In response to these ideas, Cirino says that his goal is not to exclude but to perpetuate an environment that does not “pit each other against one another.” He also established that this will only impact mandatory portions of a school’s curriculum, like John Carroll’s core requirements, and not elected courses or majors. 

“What we do mention is that course content cannot espouse things that are divisive,” he clarified. “The things that make white people feel guilty because of slavery or that say that one person is better than another or that someone’s a victim, someone’s perpetrator, and so on. That’s not the kind of environment that’s social engineering and that does not belong on our campuses. 

“I don’t have a problem if they talk about socialism and socialist economics. But they should talk about capitalism and not pit one against the other per se.
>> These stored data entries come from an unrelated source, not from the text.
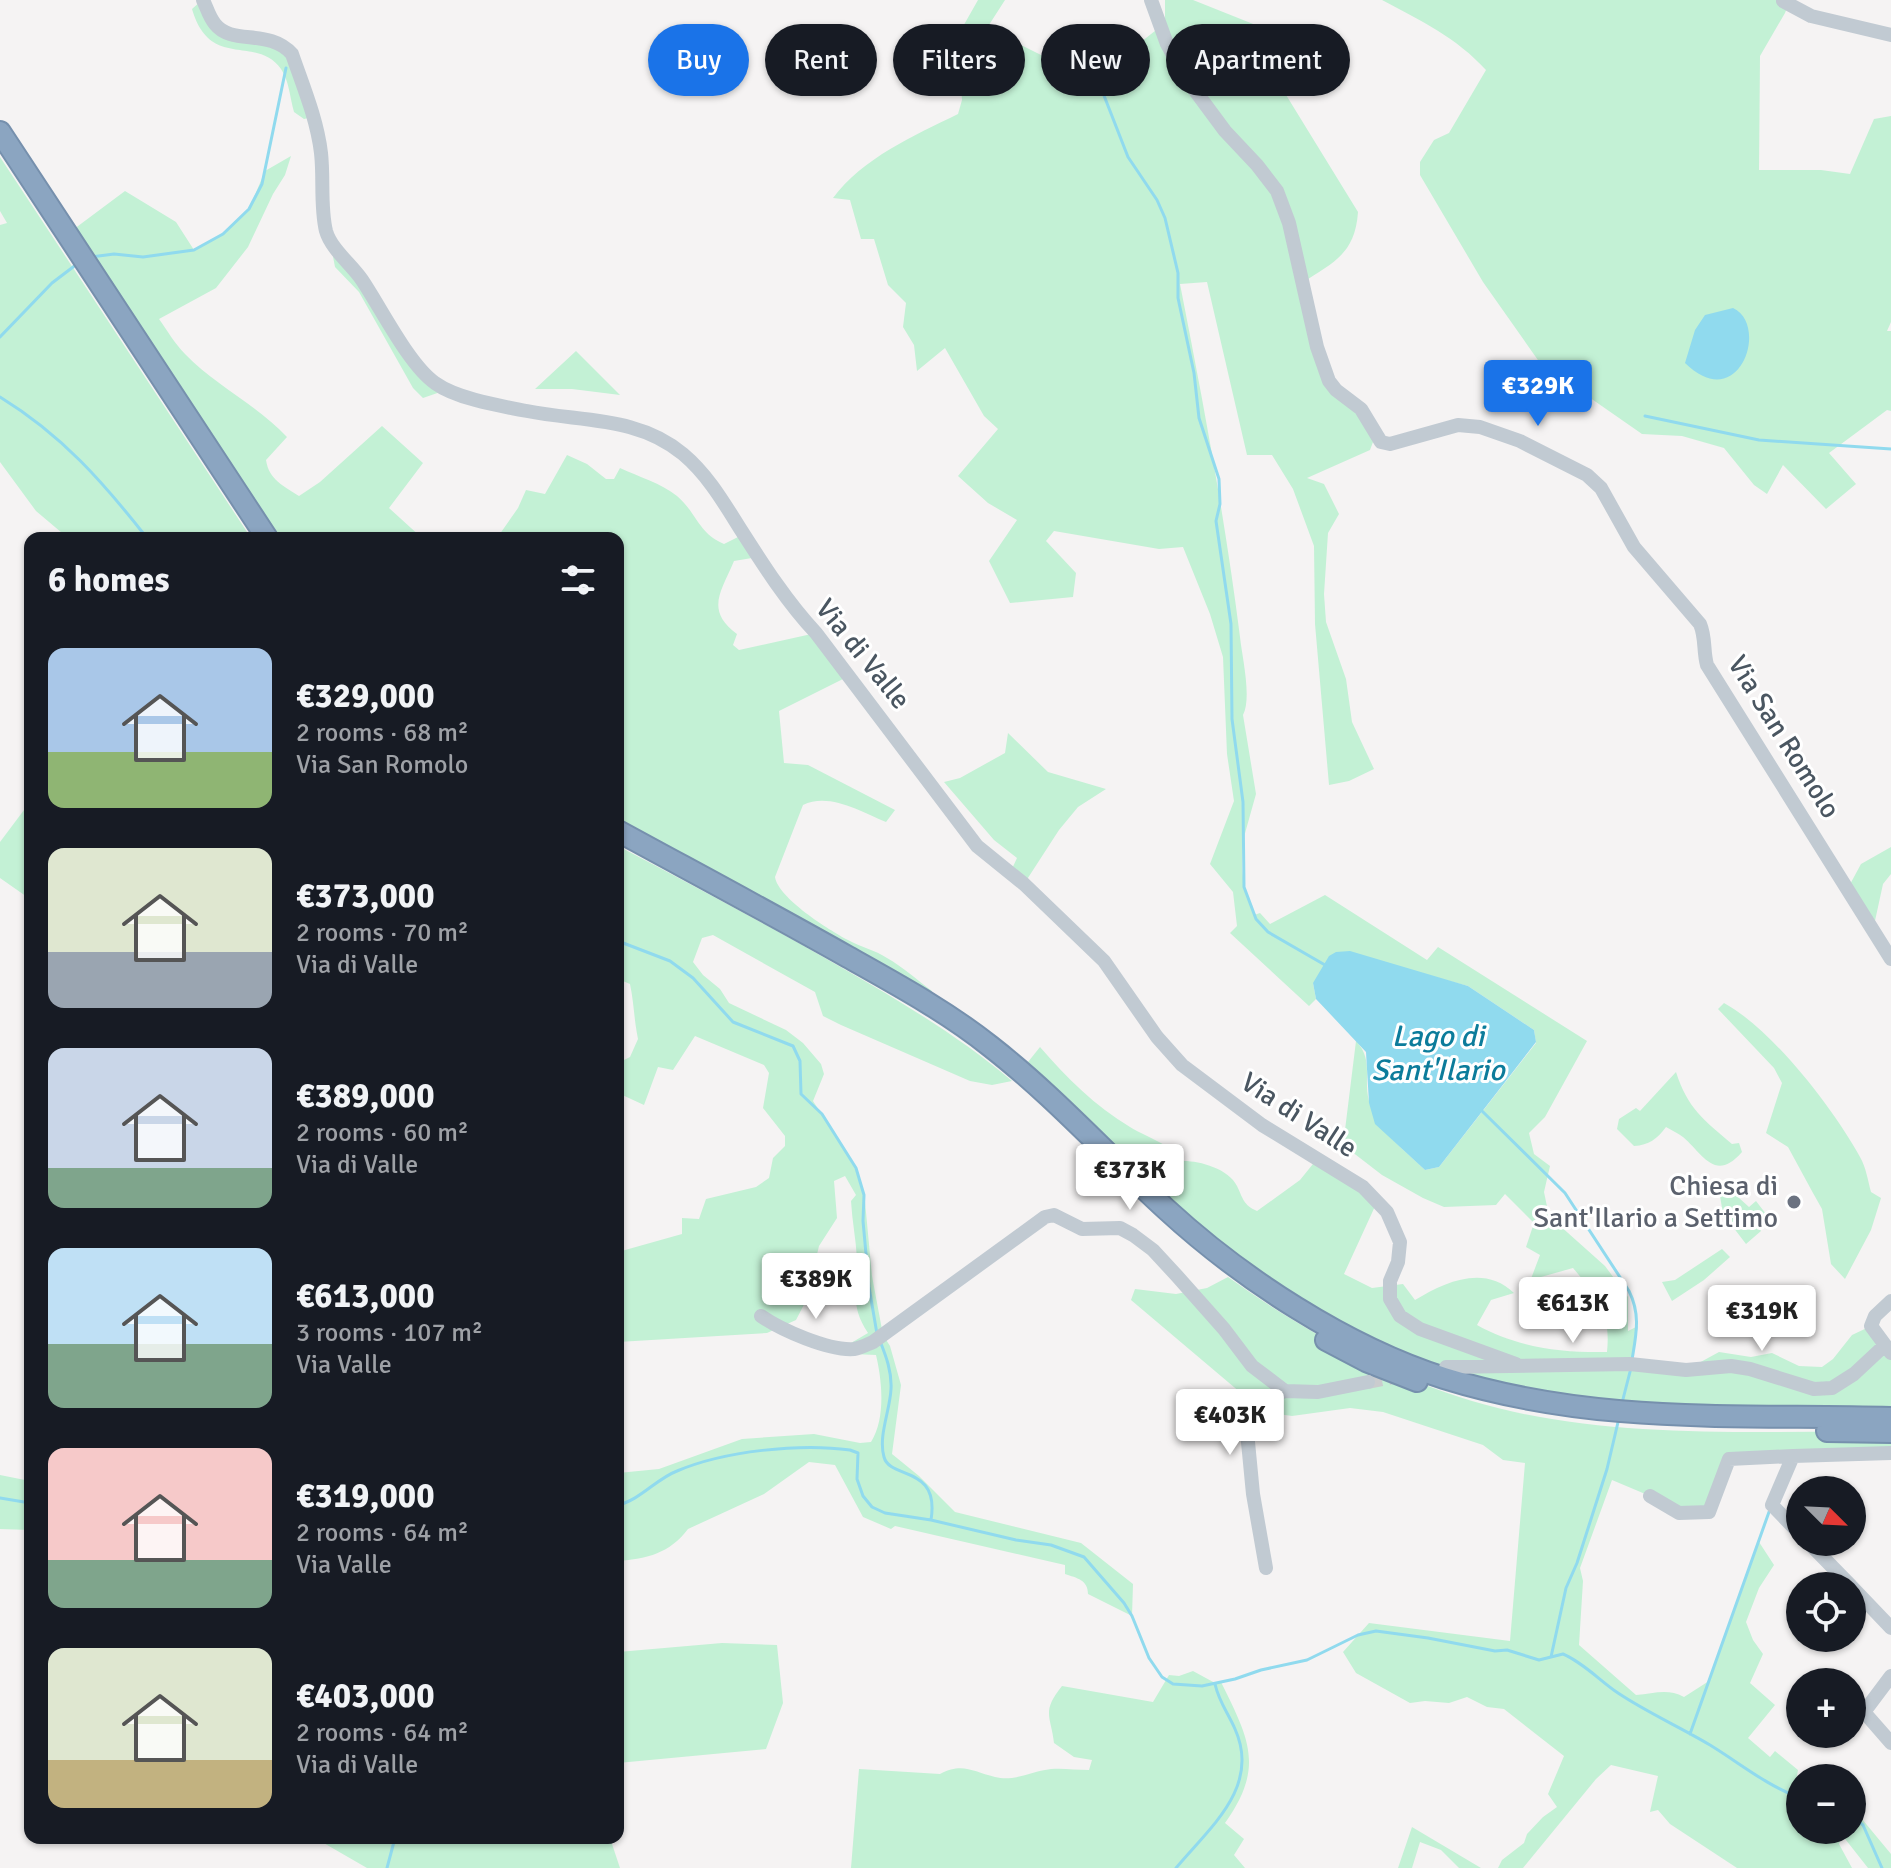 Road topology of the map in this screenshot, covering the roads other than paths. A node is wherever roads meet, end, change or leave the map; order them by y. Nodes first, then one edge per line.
1 (203, 0) edge
2 (1151, 0) edge
3 (1783, 1) edge
4 (1891, 35) edge
5 (0, 132) edge
6 (0, 157) edge
7 (247, 532) edge
8 (263, 532) edge
9 (624, 834) edge
10 (624, 849) edge
11 (1891, 959) edge
12 (1891, 1301) edge
13 (761, 1316) dead end
14 (1887, 1350) edge
15 (1516, 1364) junction
16 (1446, 1367) dead end
17 (1368, 1382) tunnel mouth
18 (1285, 1391) junction
19 (1891, 1418) edge
20 (1891, 1432) edge
21 (1891, 1453) edge
22 (1793, 1456) junction
23 (1650, 1496) dead end
24 (1786, 1520) edge
25 (1822, 1556) edge
26 (1266, 1568) dead end
27 (1838, 1572) edge
28 (1866, 1601) edge
29 (1891, 1628) edge
30 (1891, 1676) edge
31 (1891, 1743) edge

1 - 15 street, Via di Valle
2 - 11 street, Via San Romolo
3 - 4 street
5 - 8 highway
6 - 7 highway
9 - 19 highway
10 - 20 highway
12 - 14 street
13 - 18 street
14 - 15 street
15 - 16 street
17 - 18 street
18 - 26 street
21 - 22 street
22 - 23 street
22 - 24 street
25 - 27 street
28 - 29 street
30 - 31 street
Today, it’s very fashionable for people that have a socialist bent, to talk about economics as we know it in the U.S. It’s in our history that capitalism is a bad thing; it enslaves people and so on. There’s no doubt there are issues with capitalism, but [students] shouldn’t be spoon fed things to believe in.”
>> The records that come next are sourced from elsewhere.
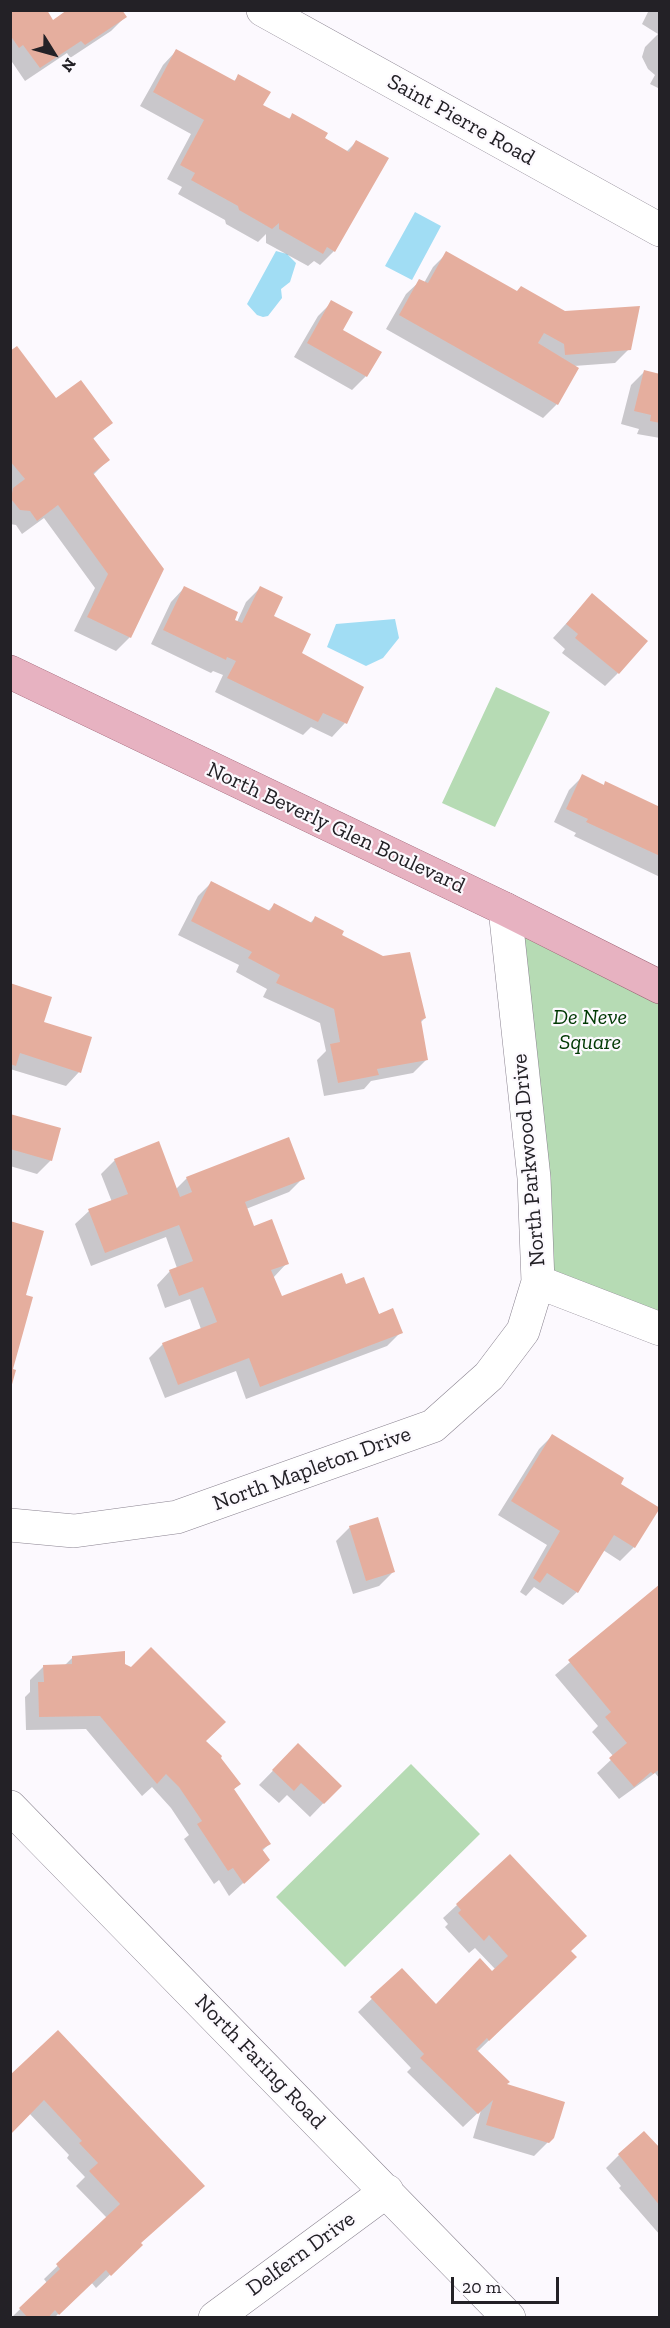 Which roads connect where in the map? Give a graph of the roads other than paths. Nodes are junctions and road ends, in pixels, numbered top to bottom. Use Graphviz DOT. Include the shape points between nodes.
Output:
graph roads {
  1 [pos="263,10"];
  2 [pos="660,230"];
  3 [pos="10,672"];
  4 [pos="505,909"];
  5 [pos="660,987"];
  6 [pos="538,1282"];
  7 [pos="660,1329"];
  8 [pos="10,1525"];
  9 [pos="10,1807"];
  10 [pos="387,2191"];
  11 [pos="215,2318"];
  12 [pos="509,2318"];
  1 -- 2 [label="street, Saint Pierre Road"];
  3 -- 4 [label="main road, North Beverly Glen Boulevard"];
  4 -- 5 [label="main road, North Beverly Glen Boulevard"];
  4 -- 6 [label="street, North Parkwood Drive" via="534,1178"];
  6 -- 7 [label="street, North Parkwood Drive"];
  6 -- 8 [label="street, North Mapleton Drive" via="523,1331 489,1376 433,1426 177,1517 74,1532"];
  9 -- 10 [label="street, North Faring Road"];
  10 -- 11 [label="street, Delfern Drive"];
  10 -- 12 [label="street, North Faring Road"];
}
Yet for Zarelli, the bill looks similar to those proposed in other past battleground states like Florida. She believes that it is imperative to respond to these types of legislation and bolster DEI initiatives at universities. Another concern of hers is that John Carroll could lose other funding from federal sources and grants that hinge on diversity enterprises on campus. 

“Being quiet is part of giving a statement that we are in agreement,” she elaborated. “It is very dangerous and, honestly, when I was talking to my counterparts at [a] conference, I was scared. I think folks are still learning that if you don’t do anything, if you don’t talk about it, it’s not going to happen. I think folks need to continue to talk about it so no one thinks this is okay.”

Cirino combats this by saying that the bill only impacts “capital projects that [the state government] get[s] requests for, grants and that sort of thing. Nothing that is in this bill will impact the students at the private colleges.”

However, regardless of the funding implications of the bill, the John Carroll University Vice President of Diversity, Equity, Inclusion & Belonging, Naomi Sigg, says that she and her staff will continue to foster a “deep sense of belonging” for the community regardless of the legislation’s outcome.

“We’re going to continue to also keep an eye on the bill and see what happens with it,” Sigg told The Carroll News. “We don’t know what will transpire over the next few months, but I do know that we will continue to be steadfast in our Jesuit Foundation, and that is to ensure that we are truly an institution in a culture that sees itself as a faith that does justice. We will care for the whole person and regard the human dignity of everyone on our campus. We will work together to ensure that we’re following laws as well.”

Currently, as of the writing of this article, SB83 was passed out of the Senate on May 17. It was introduced in the House on May 22 and was then subsequently referred to the chamber’s Higher Education Committee.